Non avevo mai fatto l’angelo nella neve prima, ho mollato ogni freno. Bambina per pochi secondi, forse per due minuti nella neve. Avrei prolungato l’attimo se non fosse arrivato Lupobilly desideroso di sdraiarsi in un’ala dell’angelo da me tracciata, leccandomi la faccia. Quel cane testardo mi ha reso quel momento magico.
Tuesday, December 15, 2009
Parola d'ordine: cattiveria
Nello sproloquio di ognuna sulle proprie esperienze in fatto di uomini e relativa situazione attuale, disastrosa, baciata dalla fortuna o inesistente, una sola verità: non se ne può fare a meno.
Solidarietà femminile: esiste, ma solo in pochissimi casi. Vera amicizia, unite contro lo stesso nemico, unite contro la razza maschile.

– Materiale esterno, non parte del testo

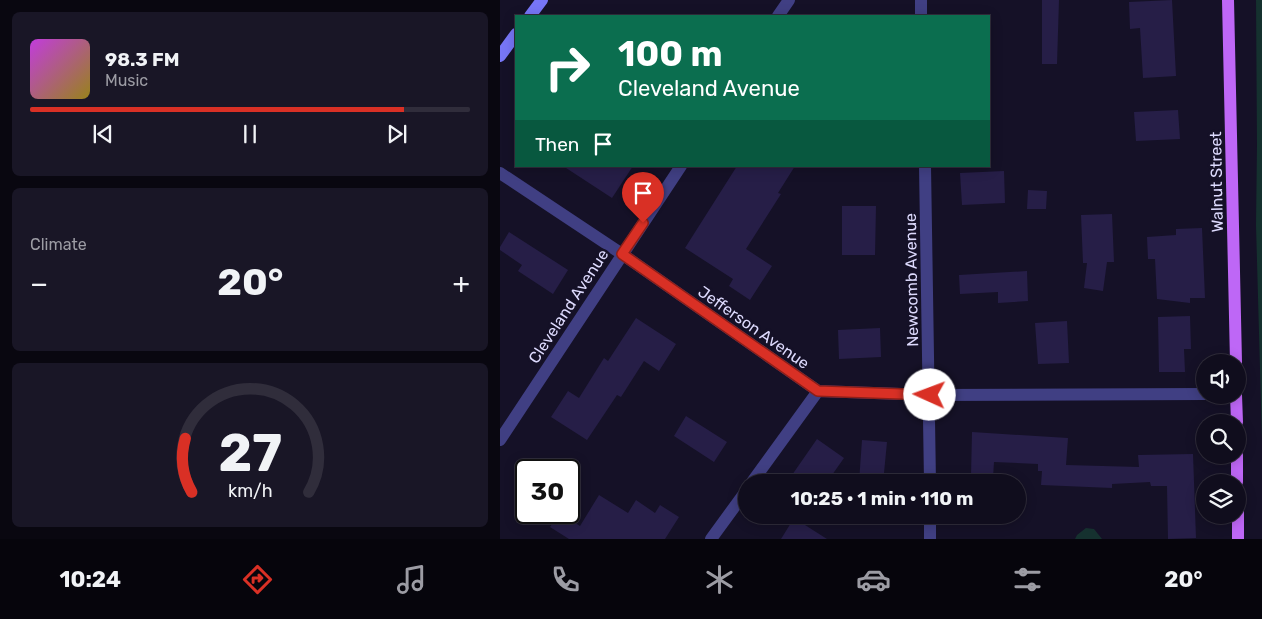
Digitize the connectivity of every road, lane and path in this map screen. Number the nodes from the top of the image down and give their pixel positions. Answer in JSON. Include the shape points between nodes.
{"nodes":[{"id":1,"x":542,"y":0,"type":"edge"},
{"id":2,"x":789,"y":0,"type":"edge"},
{"id":3,"x":921,"y":0,"type":"edge"},
{"id":4,"x":1228,"y":0,"type":"edge"},
{"id":5,"x":531,"y":15,"type":"edge"},
{"id":6,"x":779,"y":15,"type":"edge"},
{"id":7,"x":922,"y":15,"type":"edge"},
{"id":8,"x":515,"y":35,"type":"edge"},
{"id":9,"x":500,"y":56,"type":"edge"},
{"id":10,"x":680,"y":167,"type":"edge"},
{"id":11,"x":925,"y":167,"type":"edge"},
{"id":12,"x":500,"y":173,"type":"edge"},
{"id":13,"x":622,"y":254,"type":"junction"},
{"id":14,"x":1236,"y":354,"type":"edge"},
{"id":15,"x":818,"y":391,"type":"junction"},
{"id":16,"x":1196,"y":394,"type":"edge"},
{"id":17,"x":930,"y":395,"type":"junction"},
{"id":18,"x":500,"y":440,"type":"edge"},
{"id":19,"x":758,"y":474,"type":"edge"},
{"id":20,"x":930,"y":474,"type":"edge"},
{"id":21,"x":738,"y":502,"type":"edge"},
{"id":22,"x":930,"y":524,"type":"edge"},
{"id":23,"x":1238,"y":524,"type":"edge"},
{"id":24,"x":711,"y":539,"type":"edge"},
{"id":25,"x":930,"y":539,"type":"edge"},
{"id":26,"x":1238,"y":539,"type":"edge"}],
"edges":[{"from":1,"to":5,"type":"street"},
{"from":2,"to":6,"type":"street"},
{"from":3,"to":7,"type":"street"},
{"from":4,"to":14,"type":"main road","name":"Walnut Street"},
{"from":8,"to":9,"type":"street"},
{"from":10,"to":13,"type":"street","name":"Cleveland Avenue"},
{"from":11,"to":17,"type":"street","name":"Newcomb Avenue"},
{"from":12,"to":13,"type":"street","name":"Jefferson Avenue"},
{"from":13,"to":15,"type":"street","name":"Jefferson Avenue"},
{"from":13,"to":18,"type":"street","name":"Cleveland Avenue"},
{"from":15,"to":17,"type":"street","name":"Jefferson Avenue"},
{"from":15,"to":19,"type":"street"},
{"from":16,"to":17,"type":"street","name":"Jefferson Avenue"},
{"from":17,"to":20,"type":"street","name":"Newcomb Avenue"},
{"from":21,"to":24,"type":"street"},
{"from":22,"to":25,"type":"street"},
{"from":23,"to":26,"type":"main road"}]}
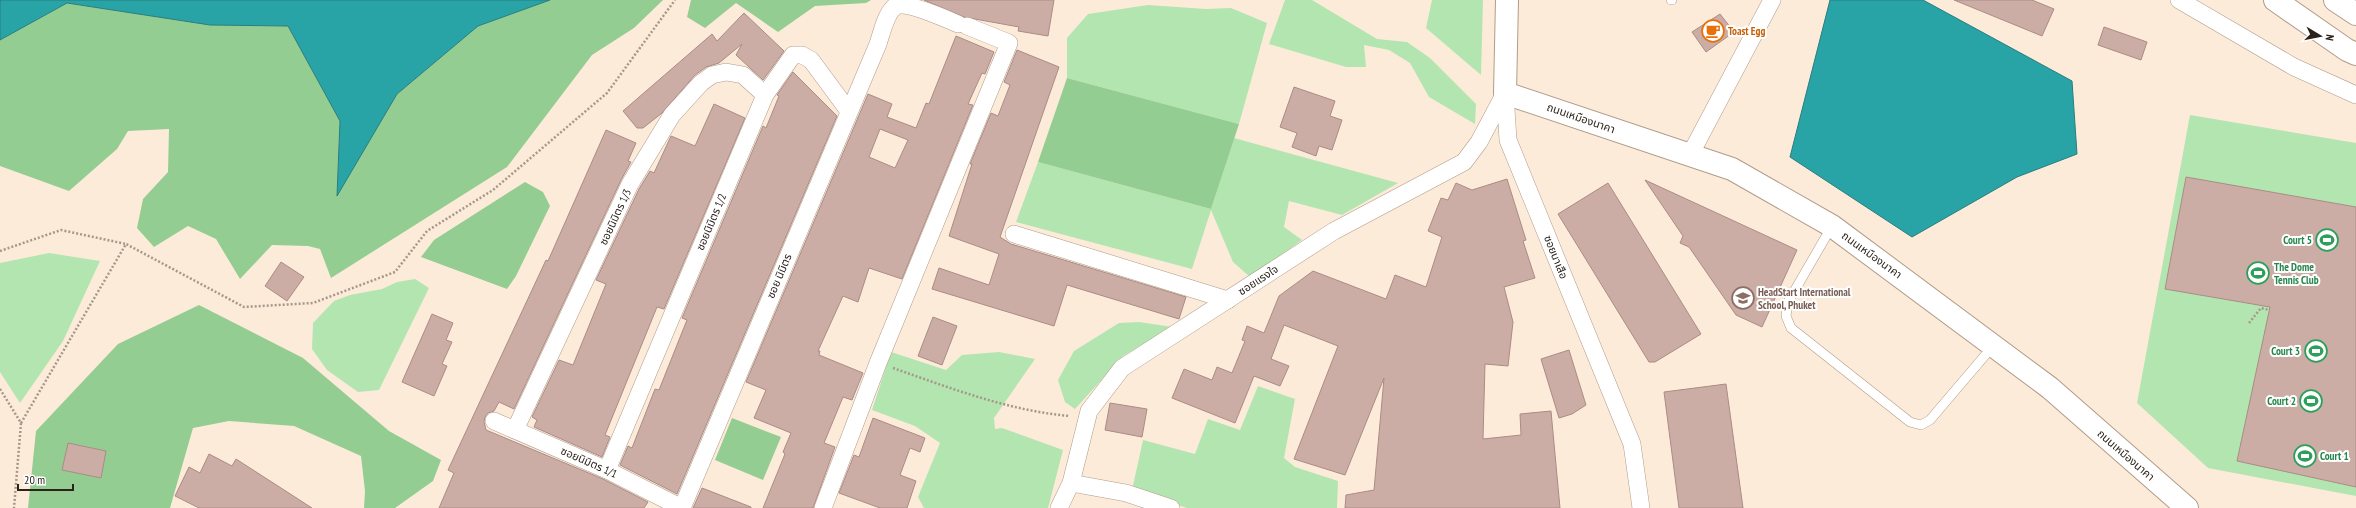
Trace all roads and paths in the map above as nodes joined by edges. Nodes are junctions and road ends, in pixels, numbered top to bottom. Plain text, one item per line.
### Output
1 (675, 0) edge
2 (1507, 0) edge
3 (1772, 0) edge
4 (2179, 0) edge
5 (2275, 0) edge
6 (2335, 0) edge
7 (2356, 14) edge
8 (2356, 54) edge
9 (1505, 93) junction
10 (765, 95) junction
11 (2356, 95) edge
12 (848, 110) junction
13 (1690, 155) junction
14 (1832, 226) junction
15 (1014, 234) dead end
16 (126, 244) junction
17 (0, 251) edge
18 (1228, 300) junction
19 (2269, 310) dead end
20 (2249, 323) dead end
21 (1993, 344) junction
22 (878, 362) junction
23 (0, 389) edge
24 (1089, 411) junction
25 (494, 420) dead end
26 (21, 423) junction
27 (515, 430) junction
28 (607, 470) junction
29 (1071, 482) junction
30 (14, 508) edge
31 (682, 508) edge
32 (823, 508) edge
33 (1059, 508) edge
34 (1171, 508) edge
35 (1641, 508) edge
36 (2187, 508) edge

1 - 16 path
2 - 9 street, ซอยนาเสือ
3 - 13 street
4 - 11 street
5 - 8 street
6 - 7 street
9 - 13 street, ถนนเหมืองนาคา
9 - 18 street, ซอยแรงใจ
9 - 35 street, ซอยนาเสือ
10 - 12 street, ซอยนิมิตร 1/2
10 - 27 street, ซอยนิมิตร 1/3
10 - 28 street, ซอยนิมิตร 1/2
12 - 22 street, ซอย นิมิตร
12 - 31 street, ซอย นิมิตร
13 - 14 street, ถนนเหมืองนาคา
14 - 21 street, ถนนเหมืองนาคา
14 - 21 lane
15 - 18 street
16 - 17 path
16 - 26 path
18 - 24 street, ซอยแรงใจ
19 - 20 path
21 - 36 street, ถนนเหมืองนาคา
22 - 24 path
22 - 32 street
23 - 26 path
24 - 29 street, ซอยแรงใจ
25 - 27 street, ซอยนิมิตร 1/1
26 - 30 path
27 - 28 street, ซอยนิมิตร 1/1
28 - 31 street, ซอยนิมิตร 1/1
29 - 33 street, ซอยแรงใจ
29 - 34 street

Ed è soprattutto contro questo “essere” incomprensibile e dalle poche funzioni vitali che ci si unisce per consigliare, aiutare, spronare, inducendo la “compagna di guerra” in difficoltà a combattere con quelle armi che si pensa di non poter avere o di non poter usare.
Dotazione per la soldatessa: un po’ di sana cattiveria (leggi “fare la stronza”).
Del perché questa sia l’arma sempre scarica e più inefficace non se n’è parlato. Ma era sottinteso.
Thursday, December 3, 2009
Na' camurria
Thursday, November 26, 2009
Again and again
Ce l'ho fatta, pogare su Personal Jesus cantato dai Depeche davanti a me era un sogno, non per tutti...
La mia canzone, proprio la mia, HOME. Ho constatato che Martin ne potrebbe sapere più di me in quanto a stile e fashion trends... Notare la mise di ieri sera...
Wednesday, November 18, 2009
Nebbia e decollete con plateau
Appese ad una lavagna in sughero in camera da letto, le mie prime foto: 2 immagini in bianco e nero della prima ecografia che fece mia madre nel lontano '82. Puntate in mezzo ad altre immagini, più tarde, che raccontano la mia breve ed intensa storia, un titolo lungimirante di un articolo strappato da qualche mensile modaiolo che avrò letto: IL GENIO PRENDE FORMA. COME VOLARE MENTRE TUTTI CAMMINANO.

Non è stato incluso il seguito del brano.